When I was pregnant with my second child I’d enough of them. I’d self-published one novel; a neat piece of relationship drama where nothing happened. I loved the characters but the plot was too slow. Writing, publishing and marketing were hard work, and if I was going to do it again it would not be with a boring story.

My brain rescued me by playing me a scene I’d first come up with as a teen. I knew that the street depicted was from the future, and that the boy getting beat up was on a quest to save his sister. I also had the idea that the girl saving him (who had been me in the original story, of course) was part of a resistance movement.

I ran with that, started writing and discovered the kind of writer’s high I hadn’t experienced since I was a kid. As I finished that first book (Article Three) more ideas kept entering my daydreams. Not just about the two other parts of what would be The System trilogy, but ideas that could be turned into short stories and new novels. My mind is as creative now that it has ever been, which is no small blessing for a mum of small children.

The wonderful thing about sci-fi and fantasy is that you don’t have to be tied down by norms and rules of the ordinary world.  You’re still able to address modern day issues, though.
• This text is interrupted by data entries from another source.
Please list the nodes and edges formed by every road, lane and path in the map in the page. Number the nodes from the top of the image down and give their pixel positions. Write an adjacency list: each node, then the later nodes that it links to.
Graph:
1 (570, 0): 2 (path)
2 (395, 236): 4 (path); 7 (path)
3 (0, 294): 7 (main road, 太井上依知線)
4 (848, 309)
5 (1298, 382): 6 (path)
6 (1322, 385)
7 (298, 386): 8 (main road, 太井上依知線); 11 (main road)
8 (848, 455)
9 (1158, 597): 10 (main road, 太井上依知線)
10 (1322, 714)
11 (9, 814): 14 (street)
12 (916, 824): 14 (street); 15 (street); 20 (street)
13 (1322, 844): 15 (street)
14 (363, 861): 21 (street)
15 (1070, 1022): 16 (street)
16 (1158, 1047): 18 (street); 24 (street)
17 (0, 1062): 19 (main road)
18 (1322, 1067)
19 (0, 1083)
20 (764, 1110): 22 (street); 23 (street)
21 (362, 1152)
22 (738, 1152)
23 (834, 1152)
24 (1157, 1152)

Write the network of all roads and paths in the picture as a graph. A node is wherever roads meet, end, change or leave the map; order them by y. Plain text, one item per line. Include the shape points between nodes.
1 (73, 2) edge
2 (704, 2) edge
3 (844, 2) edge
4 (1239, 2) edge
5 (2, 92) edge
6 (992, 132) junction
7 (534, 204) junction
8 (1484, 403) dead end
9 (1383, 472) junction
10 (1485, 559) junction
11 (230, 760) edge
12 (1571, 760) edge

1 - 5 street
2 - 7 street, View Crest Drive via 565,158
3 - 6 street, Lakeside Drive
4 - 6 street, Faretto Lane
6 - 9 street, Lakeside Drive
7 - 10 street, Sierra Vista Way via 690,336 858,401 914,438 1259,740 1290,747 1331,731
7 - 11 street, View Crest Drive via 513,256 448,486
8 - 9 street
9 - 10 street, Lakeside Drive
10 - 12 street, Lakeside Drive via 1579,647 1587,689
I try to use this in my writing by exploring themes that make the reader question his or her own views as well as society’s. I use characters that are not often depicted in main-stream literature. People I find interesting, who stretch our notion about what parts people usually play in literature. In my writing there’re no alpha-dogs and no damsels in distress. I’ve even declared my books love-triangle free. It sounds like a joke, but I want other things for my readers than the question about which hot guy the main character is going to choose at the end.

I’m an indie-publisher, which is equal parts funny and exhausting, and I have four novels published in Swedish. The idea to get my novels translated professionally and try to reach a larger audience is more than a little crazy, but as I started discussing it with fellow writers I couldn’t quite shake it. As I grow older I get increasingly less afraid, and also crazier, and I feel like I would be stupid not to follow my dreams when I have the chance.